When we rolled out of bed the next morning the others had gone. We set off and reached the shipping lane boundary and there was a good gap after 3 tankers had just passed but annoyingly we were not quite close enough to get across before the next volley of ships so we circled around under sail. Crossing this channel is like a massive game of Frogger. After floating to and fro for about 3/4 of an hour we made our move, spurned on by a ship that was south of the channel and heading towards us! We had 3 staggered ships to pass behind and sailing gave us a nice slow speed to time it right - Naomi was stressed we didn’t have the engine running, but once passed the ships we popped it on to get us across quickly. It seemed strange the others had advised us to cross here as it was also where ships were changing direction as they came off the shipping lanes - we found out later we were crossing in the one place that ONLY ships are allowed to cross! We seemed to have ships moving in all directions, but we crossed the west going lane with little difficulty and only had to really take action to avoid a couple coming out of a northerly lane. The we were had several miles of weaving between a huge area of anchored ships and up the Johor channel.

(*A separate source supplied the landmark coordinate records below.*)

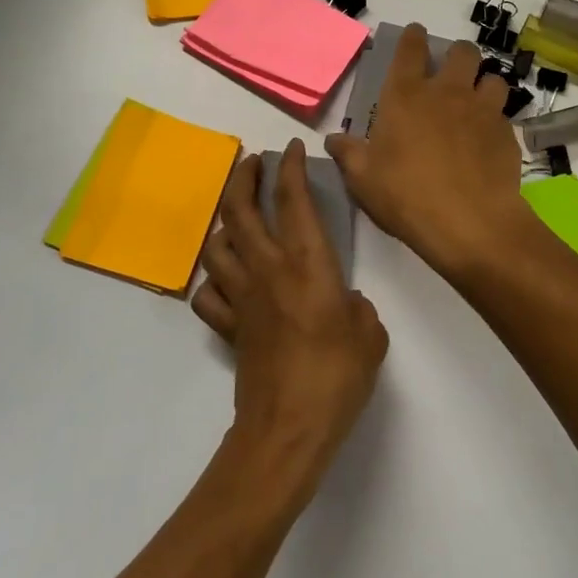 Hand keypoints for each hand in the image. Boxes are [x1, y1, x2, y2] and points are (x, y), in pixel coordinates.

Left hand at [192, 141, 387, 493]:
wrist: (287, 428)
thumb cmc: (337, 377)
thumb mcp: (370, 335)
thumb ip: (358, 308)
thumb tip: (345, 303)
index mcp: (307, 264)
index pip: (293, 200)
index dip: (290, 167)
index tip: (292, 149)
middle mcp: (267, 270)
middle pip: (239, 209)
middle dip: (242, 177)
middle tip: (252, 162)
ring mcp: (241, 298)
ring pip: (216, 245)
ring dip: (223, 222)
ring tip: (237, 216)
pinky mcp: (228, 327)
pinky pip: (208, 293)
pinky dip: (213, 280)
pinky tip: (226, 280)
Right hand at [325, 24, 538, 276]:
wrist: (469, 222)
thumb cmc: (406, 196)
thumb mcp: (363, 178)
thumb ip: (348, 153)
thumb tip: (333, 140)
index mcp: (406, 95)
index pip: (411, 49)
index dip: (413, 37)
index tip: (416, 35)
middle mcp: (447, 92)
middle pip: (462, 52)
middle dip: (457, 55)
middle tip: (450, 72)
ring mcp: (482, 110)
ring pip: (492, 78)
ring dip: (484, 85)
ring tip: (476, 103)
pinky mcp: (507, 134)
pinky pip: (504, 115)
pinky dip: (496, 121)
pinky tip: (488, 140) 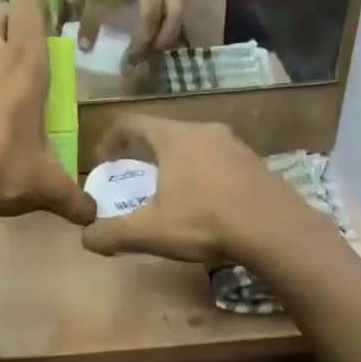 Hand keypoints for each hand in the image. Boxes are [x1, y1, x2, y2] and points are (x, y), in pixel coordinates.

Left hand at [66, 0, 187, 65]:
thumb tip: (66, 14)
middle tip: (127, 66)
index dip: (92, 22)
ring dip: (160, 42)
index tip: (84, 47)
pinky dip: (172, 33)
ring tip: (147, 60)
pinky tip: (161, 48)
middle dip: (140, 43)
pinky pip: (182, 13)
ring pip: (173, 16)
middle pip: (149, 13)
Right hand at [80, 115, 320, 267]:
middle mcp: (205, 131)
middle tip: (133, 172)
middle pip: (165, 132)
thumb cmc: (204, 221)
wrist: (275, 230)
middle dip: (144, 150)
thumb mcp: (149, 232)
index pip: (133, 123)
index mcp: (174, 138)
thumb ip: (112, 233)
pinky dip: (203, 174)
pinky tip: (205, 200)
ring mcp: (235, 145)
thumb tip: (86, 238)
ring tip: (168, 187)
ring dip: (177, 162)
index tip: (103, 157)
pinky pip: (219, 161)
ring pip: (195, 145)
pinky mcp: (256, 164)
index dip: (112, 137) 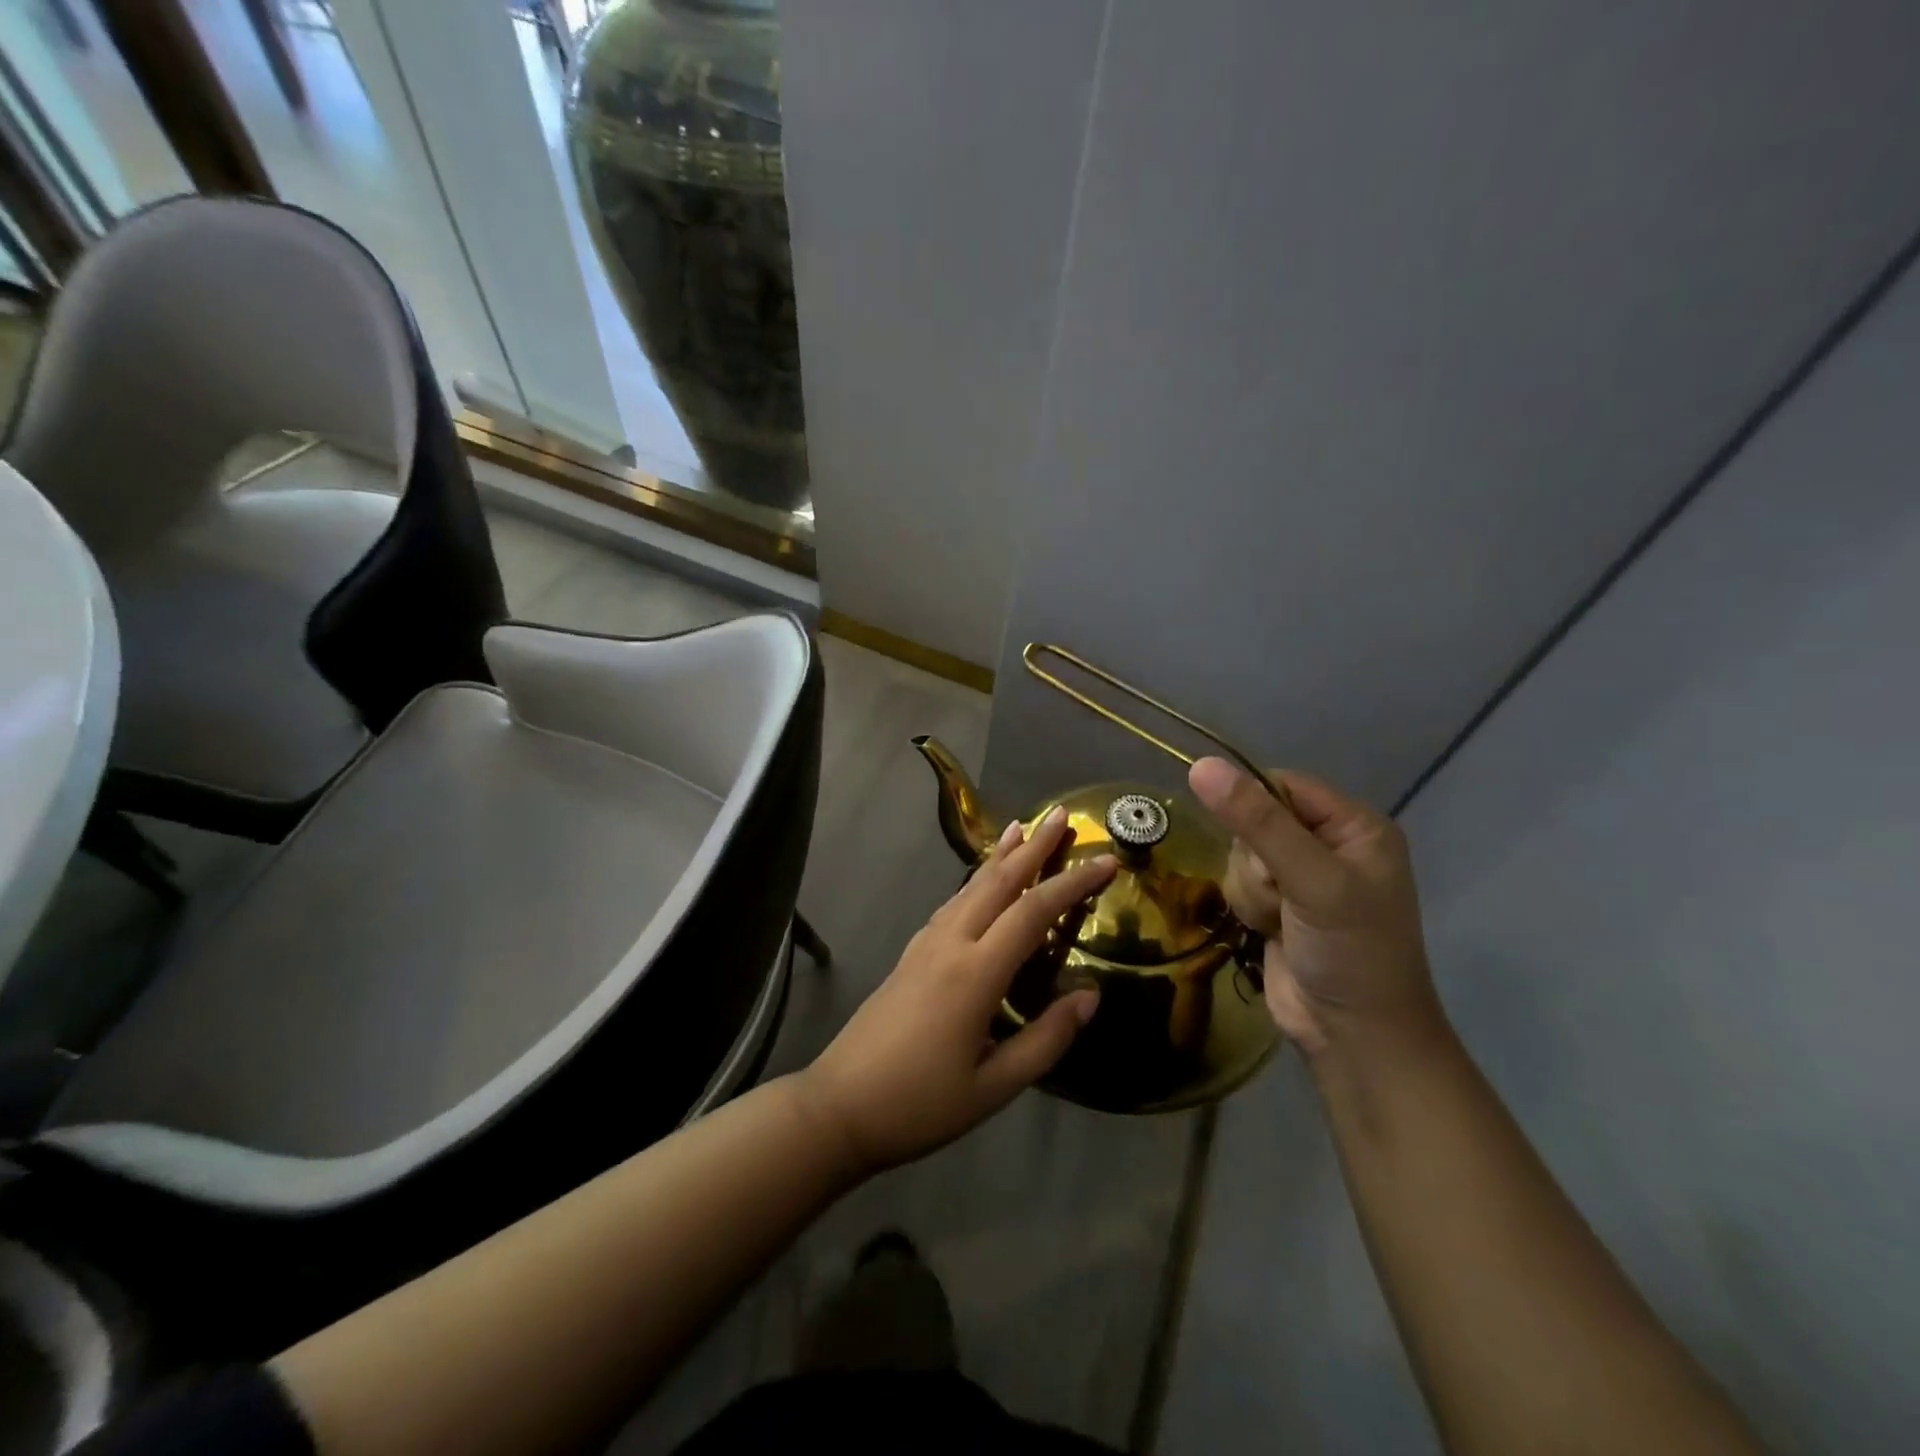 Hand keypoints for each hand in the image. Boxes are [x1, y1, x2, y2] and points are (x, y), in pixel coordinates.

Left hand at [797, 808, 1116, 1174]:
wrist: (839, 1107)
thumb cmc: (920, 1104)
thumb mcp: (994, 1087)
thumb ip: (1046, 1040)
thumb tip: (1090, 996)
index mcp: (976, 973)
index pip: (1034, 912)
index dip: (1073, 883)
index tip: (1107, 860)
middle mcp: (950, 944)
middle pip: (998, 882)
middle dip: (1032, 846)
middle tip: (1061, 815)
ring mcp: (925, 945)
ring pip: (970, 886)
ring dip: (1000, 856)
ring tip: (1020, 828)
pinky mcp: (911, 954)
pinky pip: (952, 904)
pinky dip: (975, 881)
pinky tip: (979, 882)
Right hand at [1188, 759, 1442, 1060]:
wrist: (1352, 1037)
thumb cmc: (1351, 952)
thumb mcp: (1310, 880)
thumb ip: (1257, 822)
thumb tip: (1200, 765)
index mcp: (1355, 826)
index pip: (1282, 785)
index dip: (1254, 806)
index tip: (1250, 841)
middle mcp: (1328, 844)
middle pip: (1254, 820)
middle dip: (1256, 861)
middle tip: (1282, 894)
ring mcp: (1301, 877)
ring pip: (1240, 854)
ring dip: (1251, 890)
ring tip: (1279, 920)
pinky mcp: (1277, 905)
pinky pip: (1238, 883)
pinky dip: (1247, 907)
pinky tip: (1268, 931)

To stay out of Singapore waters you have to keep to the left of the channel, at one buoy this is only 100 m wide but luckily we didn’t pass any big boats here. The different countries are obvious by their riverbank- both heavily industrialised at the mouth, but further upstream much of Singapore’s side was out of bounds as there was live firing apparently, and modern coast guard vessels sat on the side waiting for boats to stray into their waters, whilst on the Malaysian side there were scenes more typical of rustic Indonesia with live aboard fishing platforms scattered about and old fishing boats clogging up the few tributaries we saw - quite a contrast to the modern skyscrapers.

We passed under the 2nd link bridge and got pushed along by a southerly breeze as rain fell on the land over Malaysia. Finally we turned into the concrete sided channels of Puteri Harbour which reminded me of Harbour Quays down near Harbour Town on the Gold Coast.



So we arrived in Malaysia on the 31st - almost a week has past- more on that later.